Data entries
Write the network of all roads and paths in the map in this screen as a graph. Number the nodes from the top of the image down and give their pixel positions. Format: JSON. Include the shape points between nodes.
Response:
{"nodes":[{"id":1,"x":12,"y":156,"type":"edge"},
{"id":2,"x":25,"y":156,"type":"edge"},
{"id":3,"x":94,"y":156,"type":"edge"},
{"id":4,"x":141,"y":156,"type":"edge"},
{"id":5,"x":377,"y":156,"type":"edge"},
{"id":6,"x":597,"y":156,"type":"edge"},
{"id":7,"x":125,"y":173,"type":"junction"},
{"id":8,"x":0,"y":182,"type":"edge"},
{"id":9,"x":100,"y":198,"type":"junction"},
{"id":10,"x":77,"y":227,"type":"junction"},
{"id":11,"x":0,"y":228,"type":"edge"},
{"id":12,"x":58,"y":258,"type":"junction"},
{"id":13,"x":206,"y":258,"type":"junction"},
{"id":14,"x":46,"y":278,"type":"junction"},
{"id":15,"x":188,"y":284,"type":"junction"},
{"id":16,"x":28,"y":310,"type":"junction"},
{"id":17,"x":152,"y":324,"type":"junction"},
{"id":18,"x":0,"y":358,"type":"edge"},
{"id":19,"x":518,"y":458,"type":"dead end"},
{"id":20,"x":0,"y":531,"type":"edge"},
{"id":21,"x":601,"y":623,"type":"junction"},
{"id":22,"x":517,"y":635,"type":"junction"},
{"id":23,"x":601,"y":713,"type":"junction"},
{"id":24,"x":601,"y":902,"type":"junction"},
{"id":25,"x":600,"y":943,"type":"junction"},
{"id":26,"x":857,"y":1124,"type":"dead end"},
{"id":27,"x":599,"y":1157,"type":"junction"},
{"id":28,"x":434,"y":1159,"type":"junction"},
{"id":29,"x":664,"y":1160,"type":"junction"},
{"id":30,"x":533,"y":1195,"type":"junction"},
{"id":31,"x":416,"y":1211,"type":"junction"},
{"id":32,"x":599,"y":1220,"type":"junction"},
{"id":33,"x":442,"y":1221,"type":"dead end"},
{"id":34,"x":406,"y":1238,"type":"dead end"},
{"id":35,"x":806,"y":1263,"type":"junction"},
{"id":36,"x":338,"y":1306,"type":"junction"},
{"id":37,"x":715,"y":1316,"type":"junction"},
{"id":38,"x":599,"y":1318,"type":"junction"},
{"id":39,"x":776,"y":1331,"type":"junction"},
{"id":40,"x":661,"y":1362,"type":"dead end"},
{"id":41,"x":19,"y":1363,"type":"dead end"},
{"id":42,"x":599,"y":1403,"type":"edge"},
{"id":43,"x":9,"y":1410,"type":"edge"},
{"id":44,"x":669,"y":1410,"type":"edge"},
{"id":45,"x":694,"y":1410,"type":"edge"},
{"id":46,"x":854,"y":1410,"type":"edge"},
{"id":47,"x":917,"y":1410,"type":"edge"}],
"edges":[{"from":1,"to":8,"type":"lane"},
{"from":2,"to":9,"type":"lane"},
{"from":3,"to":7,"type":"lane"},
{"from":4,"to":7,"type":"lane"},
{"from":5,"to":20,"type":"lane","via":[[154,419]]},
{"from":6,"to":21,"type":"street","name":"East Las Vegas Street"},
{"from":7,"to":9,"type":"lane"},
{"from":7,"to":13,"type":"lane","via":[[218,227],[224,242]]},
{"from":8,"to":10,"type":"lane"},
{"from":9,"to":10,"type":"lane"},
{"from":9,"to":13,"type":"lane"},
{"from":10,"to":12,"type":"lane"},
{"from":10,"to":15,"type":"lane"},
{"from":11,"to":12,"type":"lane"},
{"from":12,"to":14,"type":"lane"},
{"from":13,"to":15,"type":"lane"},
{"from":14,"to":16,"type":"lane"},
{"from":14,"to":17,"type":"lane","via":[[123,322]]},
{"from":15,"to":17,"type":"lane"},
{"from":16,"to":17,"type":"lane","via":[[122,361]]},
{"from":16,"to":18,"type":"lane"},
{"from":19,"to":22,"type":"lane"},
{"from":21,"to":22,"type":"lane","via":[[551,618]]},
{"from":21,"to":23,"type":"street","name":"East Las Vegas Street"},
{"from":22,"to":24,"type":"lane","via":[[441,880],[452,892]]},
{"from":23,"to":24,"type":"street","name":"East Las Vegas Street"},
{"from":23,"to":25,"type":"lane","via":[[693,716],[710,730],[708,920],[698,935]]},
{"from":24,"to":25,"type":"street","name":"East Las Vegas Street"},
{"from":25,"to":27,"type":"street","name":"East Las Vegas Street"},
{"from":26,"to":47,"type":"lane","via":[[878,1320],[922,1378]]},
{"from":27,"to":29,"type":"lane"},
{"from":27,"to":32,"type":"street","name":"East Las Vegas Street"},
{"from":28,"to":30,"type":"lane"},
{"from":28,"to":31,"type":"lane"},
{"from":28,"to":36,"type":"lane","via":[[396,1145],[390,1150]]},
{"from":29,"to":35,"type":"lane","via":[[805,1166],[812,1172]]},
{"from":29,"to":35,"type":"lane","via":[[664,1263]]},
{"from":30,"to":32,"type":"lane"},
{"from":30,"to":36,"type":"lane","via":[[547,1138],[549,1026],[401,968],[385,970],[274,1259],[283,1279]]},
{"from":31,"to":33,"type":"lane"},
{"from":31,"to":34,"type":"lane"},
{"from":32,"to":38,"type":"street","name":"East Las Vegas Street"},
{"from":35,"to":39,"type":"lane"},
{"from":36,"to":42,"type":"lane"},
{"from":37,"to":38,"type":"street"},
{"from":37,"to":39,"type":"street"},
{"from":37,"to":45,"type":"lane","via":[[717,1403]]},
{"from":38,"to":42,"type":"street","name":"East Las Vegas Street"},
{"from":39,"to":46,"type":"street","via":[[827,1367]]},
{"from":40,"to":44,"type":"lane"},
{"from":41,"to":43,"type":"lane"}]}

- [Work to complete]:
Each entry is to be output exactly as it was written.

- [Solution]:
Write the network of all roads and paths in the map in this screen as a graph. Number the nodes from the top of the image down and give their pixel positions. Format: JSON. Include the shape points between nodes.
Response:
{"nodes":[{"id":1,"x":12,"y":156,"type":"edge"},
{"id":2,"x":25,"y":156,"type":"edge"},
{"id":3,"x":94,"y":156,"type":"edge"},
{"id":4,"x":141,"y":156,"type":"edge"},
{"id":5,"x":377,"y":156,"type":"edge"},
{"id":6,"x":597,"y":156,"type":"edge"},
{"id":7,"x":125,"y":173,"type":"junction"},
{"id":8,"x":0,"y":182,"type":"edge"},
{"id":9,"x":100,"y":198,"type":"junction"},
{"id":10,"x":77,"y":227,"type":"junction"},
{"id":11,"x":0,"y":228,"type":"edge"},
{"id":12,"x":58,"y":258,"type":"junction"},
{"id":13,"x":206,"y":258,"type":"junction"},
{"id":14,"x":46,"y":278,"type":"junction"},
{"id":15,"x":188,"y":284,"type":"junction"},
{"id":16,"x":28,"y":310,"type":"junction"},
{"id":17,"x":152,"y":324,"type":"junction"},
{"id":18,"x":0,"y":358,"type":"edge"},
{"id":19,"x":518,"y":458,"type":"dead end"},
{"id":20,"x":0,"y":531,"type":"edge"},
{"id":21,"x":601,"y":623,"type":"junction"},
{"id":22,"x":517,"y":635,"type":"junction"},
{"id":23,"x":601,"y":713,"type":"junction"},
{"id":24,"x":601,"y":902,"type":"junction"},
{"id":25,"x":600,"y":943,"type":"junction"},
{"id":26,"x":857,"y":1124,"type":"dead end"},
{"id":27,"x":599,"y":1157,"type":"junction"},
{"id":28,"x":434,"y":1159,"type":"junction"},
{"id":29,"x":664,"y":1160,"type":"junction"},
{"id":30,"x":533,"y":1195,"type":"junction"},
{"id":31,"x":416,"y":1211,"type":"junction"},
{"id":32,"x":599,"y":1220,"type":"junction"},
{"id":33,"x":442,"y":1221,"type":"dead end"},
{"id":34,"x":406,"y":1238,"type":"dead end"},
{"id":35,"x":806,"y":1263,"type":"junction"},
{"id":36,"x":338,"y":1306,"type":"junction"},
{"id":37,"x":715,"y":1316,"type":"junction"},
{"id":38,"x":599,"y":1318,"type":"junction"},
{"id":39,"x":776,"y":1331,"type":"junction"},
{"id":40,"x":661,"y":1362,"type":"dead end"},
{"id":41,"x":19,"y":1363,"type":"dead end"},
{"id":42,"x":599,"y":1403,"type":"edge"},
{"id":43,"x":9,"y":1410,"type":"edge"},
{"id":44,"x":669,"y":1410,"type":"edge"},
{"id":45,"x":694,"y":1410,"type":"edge"},
{"id":46,"x":854,"y":1410,"type":"edge"},
{"id":47,"x":917,"y":1410,"type":"edge"}],
"edges":[{"from":1,"to":8,"type":"lane"},
{"from":2,"to":9,"type":"lane"},
{"from":3,"to":7,"type":"lane"},
{"from":4,"to":7,"type":"lane"},
{"from":5,"to":20,"type":"lane","via":[[154,419]]},
{"from":6,"to":21,"type":"street","name":"East Las Vegas Street"},
{"from":7,"to":9,"type":"lane"},
{"from":7,"to":13,"type":"lane","via":[[218,227],[224,242]]},
{"from":8,"to":10,"type":"lane"},
{"from":9,"to":10,"type":"lane"},
{"from":9,"to":13,"type":"lane"},
{"from":10,"to":12,"type":"lane"},
{"from":10,"to":15,"type":"lane"},
{"from":11,"to":12,"type":"lane"},
{"from":12,"to":14,"type":"lane"},
{"from":13,"to":15,"type":"lane"},
{"from":14,"to":16,"type":"lane"},
{"from":14,"to":17,"type":"lane","via":[[123,322]]},
{"from":15,"to":17,"type":"lane"},
{"from":16,"to":17,"type":"lane","via":[[122,361]]},
{"from":16,"to":18,"type":"lane"},
{"from":19,"to":22,"type":"lane"},
{"from":21,"to":22,"type":"lane","via":[[551,618]]},
{"from":21,"to":23,"type":"street","name":"East Las Vegas Street"},
{"from":22,"to":24,"type":"lane","via":[[441,880],[452,892]]},
{"from":23,"to":24,"type":"street","name":"East Las Vegas Street"},
{"from":23,"to":25,"type":"lane","via":[[693,716],[710,730],[708,920],[698,935]]},
{"from":24,"to":25,"type":"street","name":"East Las Vegas Street"},
{"from":25,"to":27,"type":"street","name":"East Las Vegas Street"},
{"from":26,"to":47,"type":"lane","via":[[878,1320],[922,1378]]},
{"from":27,"to":29,"type":"lane"},
{"from":27,"to":32,"type":"street","name":"East Las Vegas Street"},
{"from":28,"to":30,"type":"lane"},
{"from":28,"to":31,"type":"lane"},
{"from":28,"to":36,"type":"lane","via":[[396,1145],[390,1150]]},
{"from":29,"to":35,"type":"lane","via":[[805,1166],[812,1172]]},
{"from":29,"to":35,"type":"lane","via":[[664,1263]]},
{"from":30,"to":32,"type":"lane"},
{"from":30,"to":36,"type":"lane","via":[[547,1138],[549,1026],[401,968],[385,970],[274,1259],[283,1279]]},
{"from":31,"to":33,"type":"lane"},
{"from":31,"to":34,"type":"lane"},
{"from":32,"to":38,"type":"street","name":"East Las Vegas Street"},
{"from":35,"to":39,"type":"lane"},
{"from":36,"to":42,"type":"lane"},
{"from":37,"to":38,"type":"street"},
{"from":37,"to":39,"type":"street"},
{"from":37,"to":45,"type":"lane","via":[[717,1403]]},
{"from":38,"to":42,"type":"street","name":"East Las Vegas Street"},
{"from":39,"to":46,"type":"street","via":[[827,1367]]},
{"from":40,"to":44,"type":"lane"},
{"from":41,"to":43,"type":"lane"}]}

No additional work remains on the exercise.